The university provides technical capacity and research support.

“We run quarterly communities of practice, where non-profit workers, government officials and researchers reflect together on what we are learning,” said De Beer.

“In a 10-day period, we were able to open 27 temporary shelters housing 2 000 people, complemented by psychosocial and health-care services, family reconciliation and vocational preparation. We managed to do in 10 days what we could not do in 10 years before that. We can never again say it's impossible to house the homeless population – because Covid-19 proved we can if we want to.

“For the first time since 2021, the province has a policy on homelessness and invests in homeless programmes,” De Beer said.

He explained to the UN gathering that 50% of the homeless population in Tshwane were young and healthy but unemployed, and there was also a growing number of working homeless who chose to live near where they worked to avoid spending long hours travelling, exasperated by spatial inequalities and poor public transport.

Combined efforts created four transitional housing facilities and developed 1500 social housing units, accommodating more than 5000 people per night.

“If this can be replicated all across the city, homelessness can end for large percentages of people.”

Basu attributed the success of the university’s health interventions with homeless communities to the university’s approach, a sense of goodwill that its prominent branding reinforced.

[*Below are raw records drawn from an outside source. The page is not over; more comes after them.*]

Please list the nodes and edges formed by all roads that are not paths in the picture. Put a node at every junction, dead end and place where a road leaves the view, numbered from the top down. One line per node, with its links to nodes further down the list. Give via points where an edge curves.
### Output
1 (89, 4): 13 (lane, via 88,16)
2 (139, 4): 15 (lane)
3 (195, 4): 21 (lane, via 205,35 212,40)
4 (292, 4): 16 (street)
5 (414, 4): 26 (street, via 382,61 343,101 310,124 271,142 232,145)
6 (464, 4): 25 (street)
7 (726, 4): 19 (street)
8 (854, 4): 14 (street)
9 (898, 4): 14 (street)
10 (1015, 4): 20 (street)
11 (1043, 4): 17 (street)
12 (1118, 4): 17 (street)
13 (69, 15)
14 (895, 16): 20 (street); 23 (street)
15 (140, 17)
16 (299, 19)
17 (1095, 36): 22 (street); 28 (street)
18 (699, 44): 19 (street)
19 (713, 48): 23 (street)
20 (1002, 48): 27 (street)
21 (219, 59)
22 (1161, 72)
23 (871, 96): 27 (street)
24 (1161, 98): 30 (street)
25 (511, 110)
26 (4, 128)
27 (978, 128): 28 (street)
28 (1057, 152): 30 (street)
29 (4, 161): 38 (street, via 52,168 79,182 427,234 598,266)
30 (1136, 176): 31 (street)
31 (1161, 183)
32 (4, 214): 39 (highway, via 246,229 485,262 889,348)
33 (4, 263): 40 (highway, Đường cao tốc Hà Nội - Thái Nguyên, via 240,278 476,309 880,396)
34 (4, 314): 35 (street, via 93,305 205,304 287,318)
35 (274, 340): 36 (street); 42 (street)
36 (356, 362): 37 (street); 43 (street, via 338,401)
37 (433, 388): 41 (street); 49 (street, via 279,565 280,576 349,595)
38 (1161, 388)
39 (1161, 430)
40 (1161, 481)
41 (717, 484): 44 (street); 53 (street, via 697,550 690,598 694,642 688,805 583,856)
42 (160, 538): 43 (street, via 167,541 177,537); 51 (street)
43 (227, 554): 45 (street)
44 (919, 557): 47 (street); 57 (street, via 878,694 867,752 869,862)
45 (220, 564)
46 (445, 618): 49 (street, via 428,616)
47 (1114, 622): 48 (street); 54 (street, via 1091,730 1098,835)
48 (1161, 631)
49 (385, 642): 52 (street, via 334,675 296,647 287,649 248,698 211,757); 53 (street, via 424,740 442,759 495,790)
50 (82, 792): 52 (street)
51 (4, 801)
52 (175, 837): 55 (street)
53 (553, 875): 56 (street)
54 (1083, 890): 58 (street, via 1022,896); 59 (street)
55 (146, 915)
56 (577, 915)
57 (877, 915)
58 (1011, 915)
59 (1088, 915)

He said they went to sites and offered Covid-19 vaccinations, with the aim of hitting target numbers, and used the opportunity of vaccinating the homeless to screen them for chronic diseases, such as blood pressure, to understand their basic health needs.

He mentioned one incident where they had helped a victim of a stabbing at the homeless shelter at 2 Struben Street, Pretoria, providing medical care to the victim following that incident helped UP gain the trust of the community.

“I've seen it repeatedly, when we enter a community, and they see the university car, they’re satisfied and say, ‘OK, let them come’. That gives us a tremendous opportunity,” said Basu.

“That is the uniqueness of the University of Pretoria branding, as well as our comprehensive care co-ordination, which is the added value we bring,” he said.

The university is now integrating its work with Tshwane’s homeless into the first steps towards an operational NHI. Without an electronic database that can identify people, NHI would not be able to operate.

With many people, both local and foreign, being undocumented, working with an identity document alone is not the answer.

The government has set up the Health Patient Registration System, which Basu explained is an “alphanumeric code for everybody who will be accessing the NHI, a uniform number that will identify people when entered into the system.”

As it includes IDs, so far, 57 million are registered in the Health Patient Registration System system.

The Covid-19 Electronic Vaccination Data System also helped this registration, said Hugo, adding it was “an international example of a successful data system that integrated all the sectors in health in South Africa, including the private sector, the public sector, the NGO sector.

“This is an important first example of engaging the undocumented in an NHI-type service.”

Basu said the university’s project was linking the registration with the National Health Laboratory service - the database of 40 million people who had a medical specimen in that lab.

“In a hospital like Steve Biko Academic, the challenge is that if you don't have an ID, you cannot enter. But we treat anybody who has an emergency, even if you are a homeless person or are in the country illegally. They have a hospital file number.

“So we have these five elements which we are integrating into one database for ‘Joe Slow’, so that person ‘Joe Slow’ can be identified from all the numbers in our system.

“And we have started integrating homeless people into that system. This is a long journey, and we have started the journey,” said Basu.